Возможно, полезно, наконец, добавить, что имеется также важный социальный аспект тантризма, относящийся к области политики: как мы увидим, он связан с традиционной монархией. Это аспект, чьи следы сохраняются в Непале, а также и в Индии.
Все то, что мы сказали здесь об общем проникновении тантрических представлений и практик в индуизм, не препятствует тому, что в наши дни в Индии тантрическая деятельность, когда онаафишируется в качестве таковой, имеет тенденцию восприниматься среди широких слоев общественности как трансгрессивная и опасная магия. Без сомнения, это если не неточное, то по крайней мере неполное и пристрастное мнение, но оно существует; мы вернемся к нему в 11-й главе. Стало быть, видно, что даже с точки зрения индийцев тантрический мир сложен и представляет собой проблему.

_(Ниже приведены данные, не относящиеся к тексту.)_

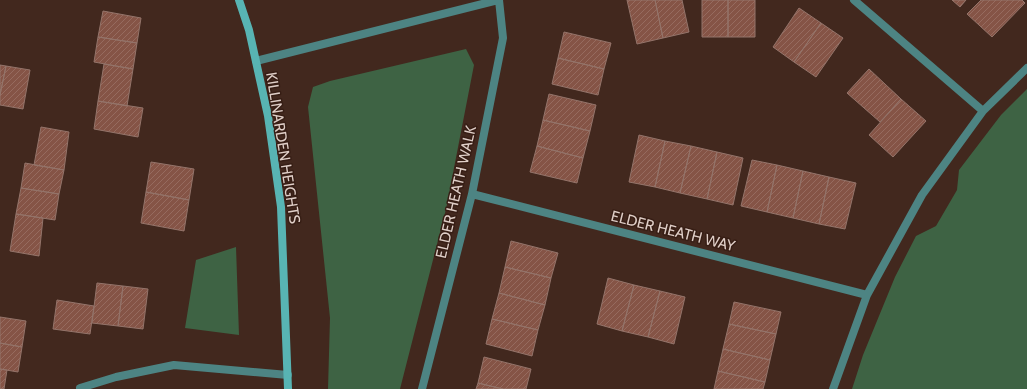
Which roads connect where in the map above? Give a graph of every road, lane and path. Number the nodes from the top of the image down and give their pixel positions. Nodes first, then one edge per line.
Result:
1 (239, 0) edge
2 (499, 0) edge
3 (854, 0) edge
4 (256, 61) junction
5 (1027, 68) edge
6 (983, 111) junction
7 (472, 194) junction
8 (867, 295) junction
9 (288, 375) junction
10 (80, 388) edge
11 (288, 389) edge
12 (422, 389) edge
13 (833, 389) edge

1 - 4 street, KILLINARDEN HEIGHTS
2 - 4 street
2 - 7 street, ELDER HEATH WALK
3 - 6 street
4 - 9 street, KILLINARDEN HEIGHTS
5 - 6 street
6 - 8 street
7 - 8 street, ELDER HEATH WAY
7 - 12 street, ELDER HEATH WALK
8 - 13 street
9 - 10 street
9 - 11 street, KILLINARDEN HEIGHTS

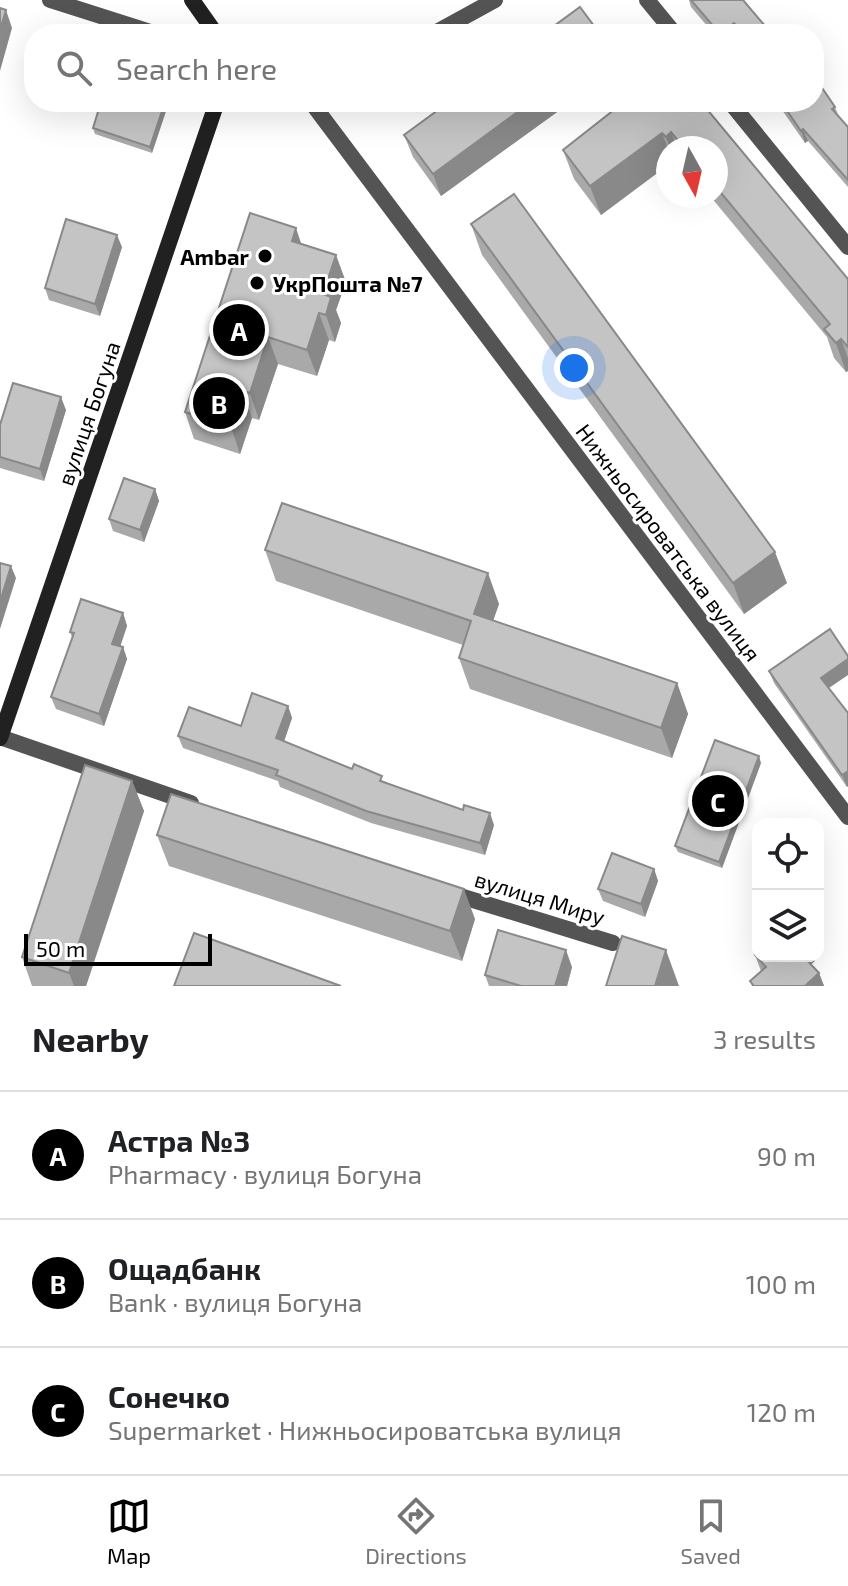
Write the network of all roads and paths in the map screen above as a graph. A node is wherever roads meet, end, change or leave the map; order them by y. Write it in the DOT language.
graph roads {
  1 [pos="50,0"];
  2 [pos="192,0"];
  3 [pos="495,0"];
  4 [pos="647,0"];
  5 [pos="126,24"];
  6 [pos="209,24"];
  7 [pos="451,24"];
  8 [pos="667,24"];
  9 [pos="214,112"];
  10 [pos="319,112"];
  11 [pos="738,112"];
  12 [pos="848,247"];
  13 [pos="0,737"];
  14 [pos="213,810"];
  15 [pos="848,817"];
  16 [pos="437,888"];
  17 [pos="613,943"];
  1 -- 5 [label="street"];
  2 -- 6 [label="main road"];
  3 -- 7 [label="street"];
  4 -- 8 [label="street"];
  9 -- 13 [label="main road, вулиця Богуна"];
  10 -- 15 [label="street, Нижньосироватська вулиця"];
  11 -- 12 [label="street"];
  13 -- 14 [label="street"];
  16 -- 17 [label="street, вулиця Миру"];
}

Но посмотрим теперь, что говорят западные специалисты, чей взгляд, поскольку это извне, неангажирован, и эти специалисты являются или считают себя объективными: вне зависимости, объективны они или нет, но данные ученые привносят по крайней мере важные проливающие свет элементы, чтобы попытаться лучше увидеть и понять тему, которая нас занимает.
Взгляд с Запада, или конструирование тантризма
Если попытки уловить и дать определение феномену тантризма со стороны современных ориенталистов и историков религий принимают разнообразные формы, то, по крайней мере, точка их соприкосновения заключается в признании у него общих черт, содержательного присутствия и интеграции в индуизм. Таковы, в принципе, «объективные», «научные» представления об этой совокупности социальных явлений – при этом вопрос ставится с произвольностью, присущей любым общим представлениям, и этот вопрос неизбежно, по меньшей мере частично, конструирует свою тему.
В своей работе «Техники йоги», увидевшей свет в 1948 г.[28], Мирча Элиаде[29] писал так: «Это не новая религия, но скорее, важный этап в развитии каждой из индийских религий. Тантризм после V в. н. э. становится паниндийской религиозной “модой”». Без сомнения, некоторые из идей Элиаде устарели. Но понимание вездесущности феномена тантризма подчеркивает важность в тантрических представлениях понятия шакти, существенная роль мантр, медитативных и ритуальных техник, равно как и техник, связанных с телом, а еще утверждение, что «тантризм представляет в определенном смысле максимальное расширение понятия “освобождения при жизни” (jīvanmukti)» показывали в то время, когда это не было в ходу на Западе, толковое восприятие реальности вещей.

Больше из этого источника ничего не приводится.